Prices were also driven up by the costs of tolls. Tolls were required at many ferries, bridges and roads, but none of these tolls went toward maintaining the roads. Because of the disrepair of the roads, the journey took even longer. However, freighters and travelers had to use the tolls regardless because some of the most dangerous parts of the trail were manned by toll-owners. For example, the Snake River, which runs through Idaho, was very treacherous and scared many freighters and travelers. The expensive cost of tolls, along with the longer travel because of the lack of maintenance of the trail, contributed to higher costs of goods once they reached Montana.

=== Freight companies ===

Higher costs for food and other goods were also affected by the freight companies themselves which transported goods along the trail. The Diamond R Freighting Company, based in Virginia City, Montana, was one of the most important companies during the 1870s. Only four trips a year were usually planned by the wagon masters, and the lack of steady service drove up prices. On occasion, the return freight trains would bring rich ores, wools, hides, or furs from Montana. When the freight trains brought trade goods back to Utah, it brought the high costs of goods down slightly in Montana. Fast-freight and express lines were also established, but these services were only available at much higher rates.

==Demise of the trail==

As the Utah and Northern Railway was introduced to Montana by the Union Pacific, ox teams and pack trains had to compete for customers because of the difference in time and cost. Wagon freighters had to work harder to negotiate new fares. Farmers flocked to the construction sites with teams to help build the rails, earning up to $2.50 a day. The Union Pacific Railroad was determined to get as much freight as possible and entered into contracts with local businesses for freighting on the Utah and Northern Railway. Businesses had trouble finding wagon teams to take goods north because prices dropped as low as $.04 per 100 pounds by June 1878. Because of the rapid increase in the use of trains, wagon teams declined slowly.

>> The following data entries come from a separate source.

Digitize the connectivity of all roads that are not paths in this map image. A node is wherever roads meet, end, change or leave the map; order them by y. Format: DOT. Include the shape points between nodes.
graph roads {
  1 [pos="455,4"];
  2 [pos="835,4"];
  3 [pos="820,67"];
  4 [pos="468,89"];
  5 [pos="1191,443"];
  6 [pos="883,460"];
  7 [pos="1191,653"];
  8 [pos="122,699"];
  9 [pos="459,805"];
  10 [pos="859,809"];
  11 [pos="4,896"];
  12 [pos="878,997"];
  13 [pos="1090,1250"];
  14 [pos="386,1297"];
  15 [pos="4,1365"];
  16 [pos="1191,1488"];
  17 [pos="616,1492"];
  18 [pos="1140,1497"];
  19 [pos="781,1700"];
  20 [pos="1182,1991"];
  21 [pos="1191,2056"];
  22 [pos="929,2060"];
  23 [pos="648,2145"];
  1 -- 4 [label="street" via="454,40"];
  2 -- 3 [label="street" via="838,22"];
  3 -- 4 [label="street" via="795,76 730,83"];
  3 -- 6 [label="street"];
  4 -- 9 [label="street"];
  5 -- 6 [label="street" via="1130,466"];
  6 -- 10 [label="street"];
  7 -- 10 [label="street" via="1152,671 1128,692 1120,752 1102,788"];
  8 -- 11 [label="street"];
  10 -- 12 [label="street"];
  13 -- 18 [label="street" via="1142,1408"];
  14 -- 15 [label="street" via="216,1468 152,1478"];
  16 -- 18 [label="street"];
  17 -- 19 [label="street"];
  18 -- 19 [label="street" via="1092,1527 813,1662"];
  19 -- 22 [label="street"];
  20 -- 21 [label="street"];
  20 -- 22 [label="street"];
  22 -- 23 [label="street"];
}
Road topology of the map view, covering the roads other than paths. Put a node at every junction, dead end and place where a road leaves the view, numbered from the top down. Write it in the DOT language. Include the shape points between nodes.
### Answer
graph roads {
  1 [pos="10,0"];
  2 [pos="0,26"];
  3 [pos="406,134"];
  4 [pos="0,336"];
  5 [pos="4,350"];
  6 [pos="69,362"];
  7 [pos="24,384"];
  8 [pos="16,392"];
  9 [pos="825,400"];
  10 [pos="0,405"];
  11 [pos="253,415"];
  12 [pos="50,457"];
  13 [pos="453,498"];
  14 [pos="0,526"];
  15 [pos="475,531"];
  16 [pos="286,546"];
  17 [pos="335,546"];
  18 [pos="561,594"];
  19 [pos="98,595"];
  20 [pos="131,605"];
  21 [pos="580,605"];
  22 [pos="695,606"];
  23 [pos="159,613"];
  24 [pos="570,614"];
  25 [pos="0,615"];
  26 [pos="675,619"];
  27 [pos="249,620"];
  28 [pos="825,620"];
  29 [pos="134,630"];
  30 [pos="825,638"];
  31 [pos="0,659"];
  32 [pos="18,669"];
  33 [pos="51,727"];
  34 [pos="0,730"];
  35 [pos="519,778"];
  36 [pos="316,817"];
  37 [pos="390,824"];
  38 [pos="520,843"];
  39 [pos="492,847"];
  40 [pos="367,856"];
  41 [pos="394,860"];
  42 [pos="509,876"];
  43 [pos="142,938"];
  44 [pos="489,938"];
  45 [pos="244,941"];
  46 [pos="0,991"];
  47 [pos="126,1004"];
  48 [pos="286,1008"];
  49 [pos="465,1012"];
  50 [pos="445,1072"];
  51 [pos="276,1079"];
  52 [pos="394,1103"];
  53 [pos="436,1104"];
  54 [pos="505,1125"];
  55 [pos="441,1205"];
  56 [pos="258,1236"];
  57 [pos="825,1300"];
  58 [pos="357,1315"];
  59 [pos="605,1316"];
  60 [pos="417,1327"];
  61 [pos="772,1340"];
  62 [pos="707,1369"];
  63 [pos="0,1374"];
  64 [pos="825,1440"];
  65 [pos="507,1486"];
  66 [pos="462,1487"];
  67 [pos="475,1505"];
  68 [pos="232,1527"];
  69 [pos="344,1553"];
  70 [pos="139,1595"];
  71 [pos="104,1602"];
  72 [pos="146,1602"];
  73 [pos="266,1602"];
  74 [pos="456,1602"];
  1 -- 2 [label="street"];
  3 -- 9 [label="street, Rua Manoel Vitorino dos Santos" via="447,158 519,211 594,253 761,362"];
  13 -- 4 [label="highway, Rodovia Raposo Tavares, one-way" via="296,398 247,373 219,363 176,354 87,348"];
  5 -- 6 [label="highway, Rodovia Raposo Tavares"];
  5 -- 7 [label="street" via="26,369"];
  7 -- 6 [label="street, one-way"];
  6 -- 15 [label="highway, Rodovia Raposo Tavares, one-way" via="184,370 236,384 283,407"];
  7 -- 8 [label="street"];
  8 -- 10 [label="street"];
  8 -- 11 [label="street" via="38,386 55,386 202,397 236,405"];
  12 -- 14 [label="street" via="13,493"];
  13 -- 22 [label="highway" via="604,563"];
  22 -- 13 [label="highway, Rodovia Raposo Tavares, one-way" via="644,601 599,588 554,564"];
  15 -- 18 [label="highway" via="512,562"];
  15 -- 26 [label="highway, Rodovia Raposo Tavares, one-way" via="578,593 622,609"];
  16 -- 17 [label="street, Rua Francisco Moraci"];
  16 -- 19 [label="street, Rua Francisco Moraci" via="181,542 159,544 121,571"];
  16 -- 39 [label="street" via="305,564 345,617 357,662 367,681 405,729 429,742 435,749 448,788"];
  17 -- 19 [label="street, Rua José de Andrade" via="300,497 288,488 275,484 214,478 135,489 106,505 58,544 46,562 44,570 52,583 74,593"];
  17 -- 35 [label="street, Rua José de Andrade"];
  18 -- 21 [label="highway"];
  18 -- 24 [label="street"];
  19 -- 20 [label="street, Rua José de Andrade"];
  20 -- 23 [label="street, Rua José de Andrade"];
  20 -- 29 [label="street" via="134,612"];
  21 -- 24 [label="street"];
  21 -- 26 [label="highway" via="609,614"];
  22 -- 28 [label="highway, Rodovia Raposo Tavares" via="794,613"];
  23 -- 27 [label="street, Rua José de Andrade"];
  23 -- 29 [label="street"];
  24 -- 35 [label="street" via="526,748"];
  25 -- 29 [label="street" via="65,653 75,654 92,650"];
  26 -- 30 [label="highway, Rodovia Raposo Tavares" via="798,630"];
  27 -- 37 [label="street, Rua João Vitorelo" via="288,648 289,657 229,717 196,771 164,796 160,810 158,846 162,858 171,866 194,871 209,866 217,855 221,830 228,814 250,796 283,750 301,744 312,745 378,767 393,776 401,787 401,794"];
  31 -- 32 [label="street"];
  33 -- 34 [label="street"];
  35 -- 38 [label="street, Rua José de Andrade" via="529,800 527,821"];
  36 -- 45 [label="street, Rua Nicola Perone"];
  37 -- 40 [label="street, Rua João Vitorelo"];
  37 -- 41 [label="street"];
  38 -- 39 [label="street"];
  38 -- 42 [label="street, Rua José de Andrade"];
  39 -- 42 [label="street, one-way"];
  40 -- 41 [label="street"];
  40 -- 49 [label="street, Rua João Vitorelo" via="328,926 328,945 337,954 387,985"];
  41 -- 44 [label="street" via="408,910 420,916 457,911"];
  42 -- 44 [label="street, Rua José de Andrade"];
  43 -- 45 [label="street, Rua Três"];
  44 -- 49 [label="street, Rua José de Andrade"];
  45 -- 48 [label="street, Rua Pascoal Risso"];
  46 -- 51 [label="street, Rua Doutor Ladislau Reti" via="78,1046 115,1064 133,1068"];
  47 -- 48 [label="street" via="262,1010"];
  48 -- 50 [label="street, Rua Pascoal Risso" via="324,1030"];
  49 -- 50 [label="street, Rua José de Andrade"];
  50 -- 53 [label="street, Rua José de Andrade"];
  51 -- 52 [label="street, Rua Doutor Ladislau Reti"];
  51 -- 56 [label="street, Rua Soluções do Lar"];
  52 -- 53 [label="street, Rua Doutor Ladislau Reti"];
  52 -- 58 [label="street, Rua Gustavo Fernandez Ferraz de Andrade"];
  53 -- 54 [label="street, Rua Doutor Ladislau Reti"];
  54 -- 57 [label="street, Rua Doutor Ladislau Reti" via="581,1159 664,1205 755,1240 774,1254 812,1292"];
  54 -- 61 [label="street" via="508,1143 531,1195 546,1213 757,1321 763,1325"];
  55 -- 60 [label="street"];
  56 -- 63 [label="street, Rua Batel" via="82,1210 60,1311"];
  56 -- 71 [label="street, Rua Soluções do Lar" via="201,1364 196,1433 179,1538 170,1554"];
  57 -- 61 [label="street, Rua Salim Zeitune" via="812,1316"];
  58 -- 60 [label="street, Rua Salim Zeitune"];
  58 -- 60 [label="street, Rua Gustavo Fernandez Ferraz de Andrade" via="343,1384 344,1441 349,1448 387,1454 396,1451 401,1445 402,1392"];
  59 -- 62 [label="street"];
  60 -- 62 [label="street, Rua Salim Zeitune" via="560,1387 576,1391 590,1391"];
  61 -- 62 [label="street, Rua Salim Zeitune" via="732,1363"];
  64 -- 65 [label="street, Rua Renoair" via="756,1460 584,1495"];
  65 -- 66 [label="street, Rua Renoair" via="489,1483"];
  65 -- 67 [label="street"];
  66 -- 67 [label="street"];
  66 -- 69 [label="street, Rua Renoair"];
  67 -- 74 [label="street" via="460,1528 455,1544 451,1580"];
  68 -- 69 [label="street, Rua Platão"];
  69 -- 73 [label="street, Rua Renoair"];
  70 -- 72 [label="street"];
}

By 1879, most people were traveling to Montana by train, via the Union Pacific. Those that could not afford to travel by first or second class in the trains all the way to Montana were told to buy a ticket to Omaha or Lowell and continue their journey by teamster, or ox and wagon. They soon found out, however, that most of these wagons were too full to take them all the way to Montana. Although travel was much faster with the railways, it was still fairly expensive, which helped to keep the stagecoaches in business. This also contributed to the lack of smoothness in the transition from wagon trains to railways. Over time, the use of the trail declined as the railways shortened the trail by over 70 miles and created a much easier and less dangerous route to Montana. The Montana Trail still has a significant part in Montana history.